Copy each line that includes the string "Left" from the material into your answer.

[[ Provided material, beginning ]]

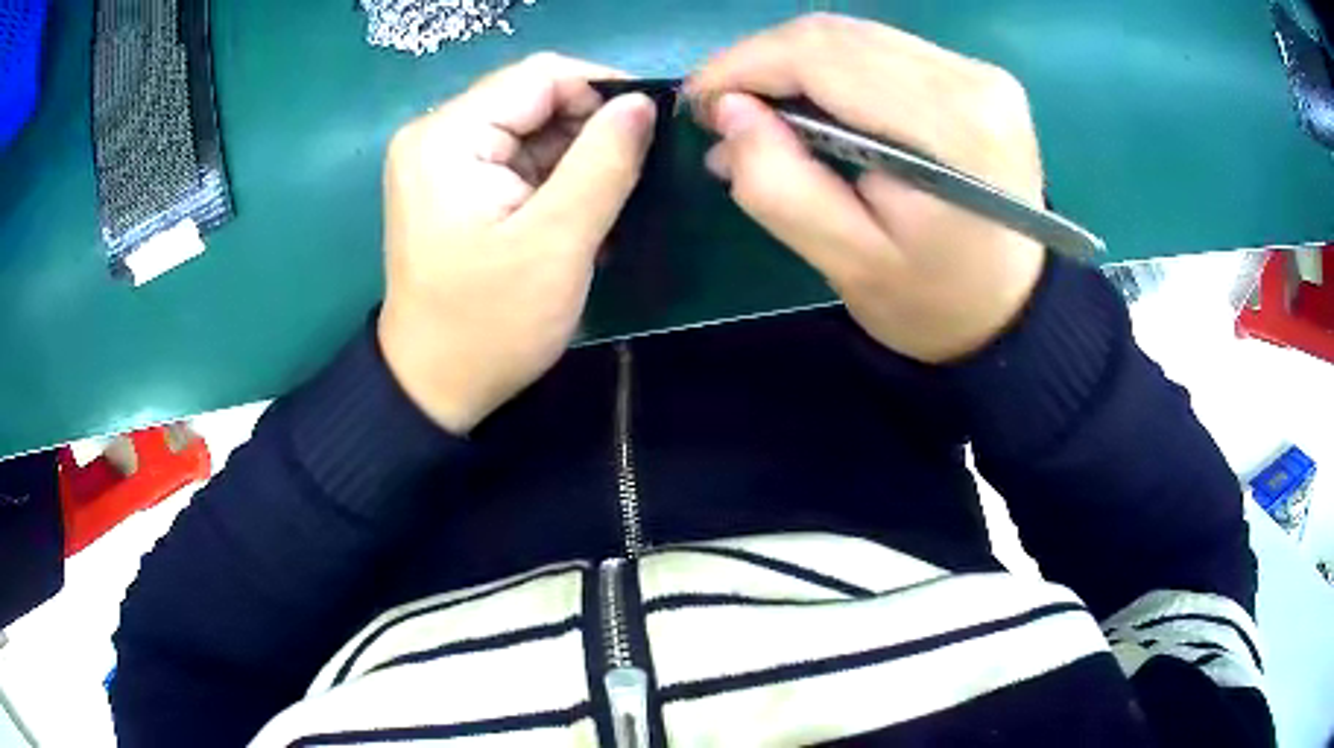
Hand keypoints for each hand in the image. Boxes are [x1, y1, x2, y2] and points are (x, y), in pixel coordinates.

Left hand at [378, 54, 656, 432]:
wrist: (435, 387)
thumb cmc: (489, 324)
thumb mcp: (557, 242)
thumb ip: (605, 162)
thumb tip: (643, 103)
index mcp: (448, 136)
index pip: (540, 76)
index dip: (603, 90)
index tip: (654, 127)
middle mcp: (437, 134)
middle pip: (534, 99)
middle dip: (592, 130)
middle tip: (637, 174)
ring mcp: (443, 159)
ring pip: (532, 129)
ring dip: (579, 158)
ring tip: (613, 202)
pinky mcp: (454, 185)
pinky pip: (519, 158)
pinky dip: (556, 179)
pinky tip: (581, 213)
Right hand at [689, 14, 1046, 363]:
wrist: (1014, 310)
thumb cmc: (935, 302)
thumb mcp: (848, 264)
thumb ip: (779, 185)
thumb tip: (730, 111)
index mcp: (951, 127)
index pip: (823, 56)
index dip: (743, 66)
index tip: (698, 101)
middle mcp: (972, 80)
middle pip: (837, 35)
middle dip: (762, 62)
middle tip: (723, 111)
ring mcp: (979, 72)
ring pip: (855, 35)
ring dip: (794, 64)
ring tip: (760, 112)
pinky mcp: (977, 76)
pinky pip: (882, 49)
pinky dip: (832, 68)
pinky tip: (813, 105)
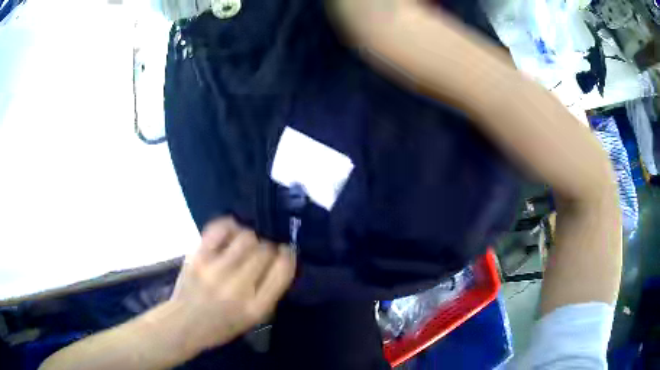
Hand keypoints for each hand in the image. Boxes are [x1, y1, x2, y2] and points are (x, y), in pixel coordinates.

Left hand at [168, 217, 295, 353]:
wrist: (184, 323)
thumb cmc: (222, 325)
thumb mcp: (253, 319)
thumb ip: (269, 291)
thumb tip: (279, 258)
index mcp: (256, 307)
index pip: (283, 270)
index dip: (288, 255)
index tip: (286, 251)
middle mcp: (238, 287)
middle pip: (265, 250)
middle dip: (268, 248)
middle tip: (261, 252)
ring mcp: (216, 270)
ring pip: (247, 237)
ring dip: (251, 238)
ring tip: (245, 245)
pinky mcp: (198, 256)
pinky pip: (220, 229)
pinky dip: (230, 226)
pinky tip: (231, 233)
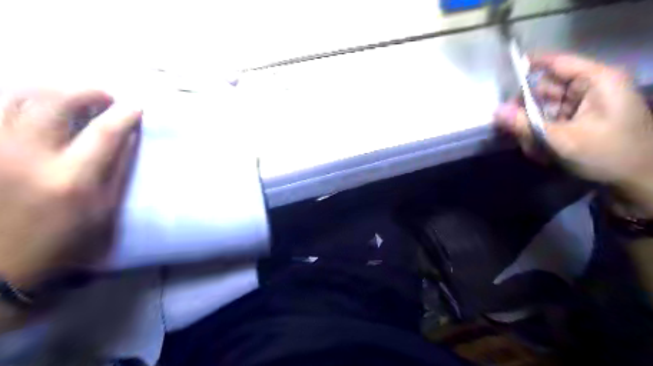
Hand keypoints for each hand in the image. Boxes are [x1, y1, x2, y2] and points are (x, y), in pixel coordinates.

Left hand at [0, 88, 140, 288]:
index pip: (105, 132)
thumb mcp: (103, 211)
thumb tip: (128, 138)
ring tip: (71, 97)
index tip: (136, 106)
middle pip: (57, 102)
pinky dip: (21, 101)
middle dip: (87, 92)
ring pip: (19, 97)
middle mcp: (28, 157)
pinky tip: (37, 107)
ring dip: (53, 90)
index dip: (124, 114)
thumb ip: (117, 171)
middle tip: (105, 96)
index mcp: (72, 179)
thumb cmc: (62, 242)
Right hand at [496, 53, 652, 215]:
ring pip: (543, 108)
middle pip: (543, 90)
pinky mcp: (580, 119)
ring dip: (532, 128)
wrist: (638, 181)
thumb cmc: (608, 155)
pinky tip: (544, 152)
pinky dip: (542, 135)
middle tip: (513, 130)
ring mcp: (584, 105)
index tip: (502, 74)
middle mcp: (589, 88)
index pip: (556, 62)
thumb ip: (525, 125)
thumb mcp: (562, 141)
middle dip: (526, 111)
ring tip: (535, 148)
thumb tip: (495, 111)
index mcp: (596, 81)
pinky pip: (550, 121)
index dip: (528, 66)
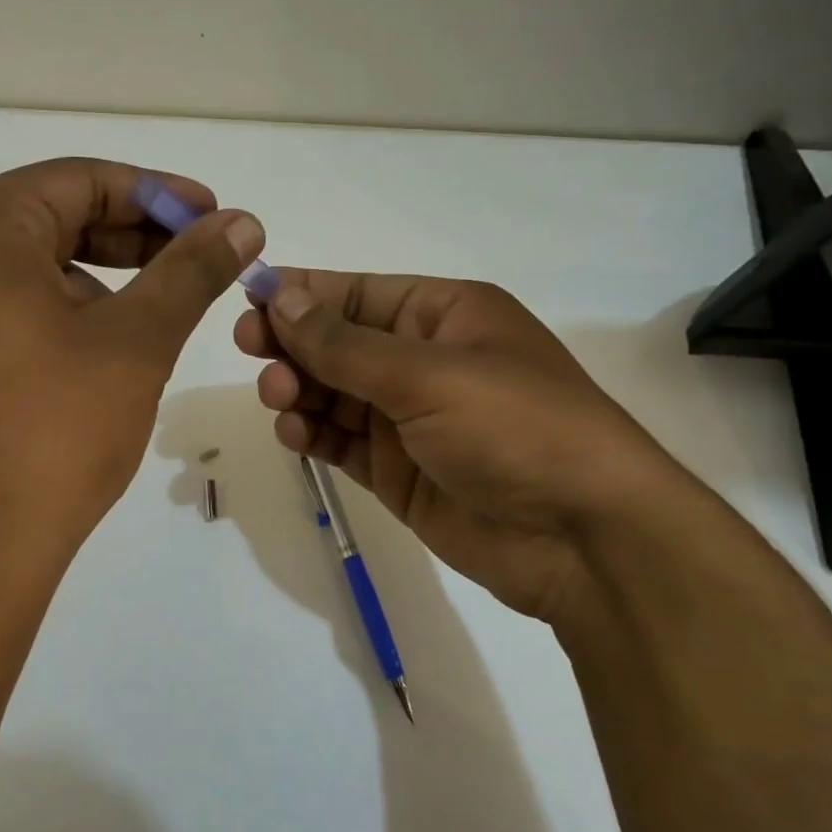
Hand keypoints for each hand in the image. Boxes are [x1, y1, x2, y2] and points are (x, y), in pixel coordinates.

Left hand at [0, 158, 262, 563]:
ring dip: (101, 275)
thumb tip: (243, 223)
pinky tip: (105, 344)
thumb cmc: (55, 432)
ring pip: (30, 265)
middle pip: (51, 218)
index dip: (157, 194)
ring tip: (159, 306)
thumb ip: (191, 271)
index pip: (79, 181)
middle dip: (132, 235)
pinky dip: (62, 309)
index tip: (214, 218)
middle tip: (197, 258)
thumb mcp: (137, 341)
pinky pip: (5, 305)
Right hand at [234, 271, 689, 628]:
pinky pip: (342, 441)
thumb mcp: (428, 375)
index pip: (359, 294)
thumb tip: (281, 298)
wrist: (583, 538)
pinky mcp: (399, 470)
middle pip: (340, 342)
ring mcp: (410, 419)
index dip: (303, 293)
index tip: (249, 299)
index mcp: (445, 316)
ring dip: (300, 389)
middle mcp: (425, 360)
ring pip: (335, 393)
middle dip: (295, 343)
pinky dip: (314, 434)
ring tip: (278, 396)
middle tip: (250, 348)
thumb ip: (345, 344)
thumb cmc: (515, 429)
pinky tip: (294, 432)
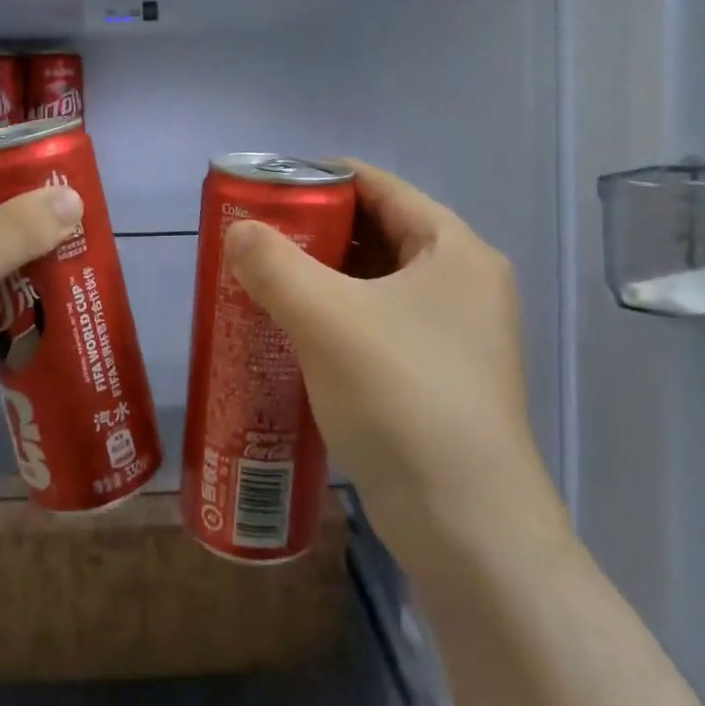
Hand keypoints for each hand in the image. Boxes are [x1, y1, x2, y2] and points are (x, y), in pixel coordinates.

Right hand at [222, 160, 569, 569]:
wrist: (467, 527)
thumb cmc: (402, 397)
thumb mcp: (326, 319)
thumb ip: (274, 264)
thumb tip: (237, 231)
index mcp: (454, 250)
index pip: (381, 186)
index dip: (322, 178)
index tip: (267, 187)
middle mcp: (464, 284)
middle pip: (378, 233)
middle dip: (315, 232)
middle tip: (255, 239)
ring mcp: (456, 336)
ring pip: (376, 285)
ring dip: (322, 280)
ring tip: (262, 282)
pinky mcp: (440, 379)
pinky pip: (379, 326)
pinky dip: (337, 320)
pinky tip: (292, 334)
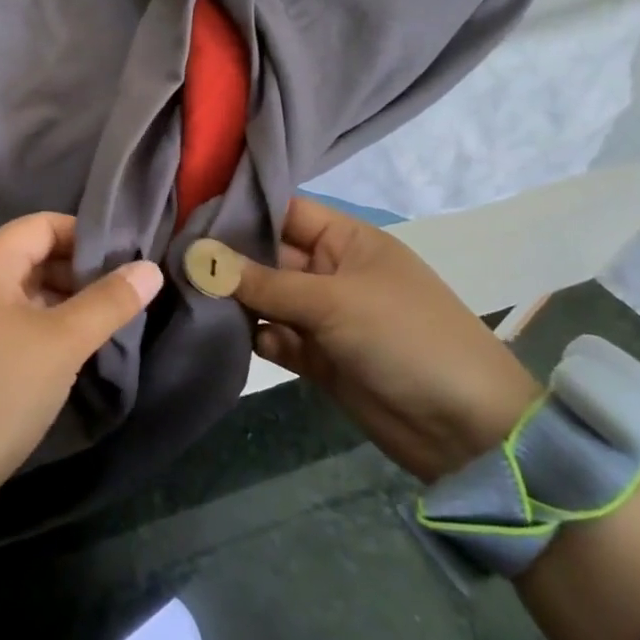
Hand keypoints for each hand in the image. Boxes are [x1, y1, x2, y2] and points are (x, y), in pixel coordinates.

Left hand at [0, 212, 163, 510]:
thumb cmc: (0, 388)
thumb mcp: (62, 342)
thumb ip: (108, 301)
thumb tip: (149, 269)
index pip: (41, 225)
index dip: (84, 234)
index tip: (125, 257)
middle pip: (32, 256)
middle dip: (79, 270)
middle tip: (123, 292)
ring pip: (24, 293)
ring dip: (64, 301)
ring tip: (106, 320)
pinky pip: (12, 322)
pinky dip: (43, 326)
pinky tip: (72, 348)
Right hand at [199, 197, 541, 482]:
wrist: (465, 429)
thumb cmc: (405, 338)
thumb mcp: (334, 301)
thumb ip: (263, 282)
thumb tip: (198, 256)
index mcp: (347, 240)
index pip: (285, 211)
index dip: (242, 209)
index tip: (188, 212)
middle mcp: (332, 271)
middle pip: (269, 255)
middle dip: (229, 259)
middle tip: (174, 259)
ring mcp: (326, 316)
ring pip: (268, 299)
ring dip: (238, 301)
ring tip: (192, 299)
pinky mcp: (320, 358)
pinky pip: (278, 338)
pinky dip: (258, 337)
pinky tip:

[[ Provided material, end ]]

* [Exercise result]
Left hand at [378, 54, 656, 432]:
Left hand at [168, 217, 295, 353]:
Left hand at [0, 88, 140, 288]:
Left hand at [0, 158, 262, 563]:
Left hand at [0, 212, 163, 510]:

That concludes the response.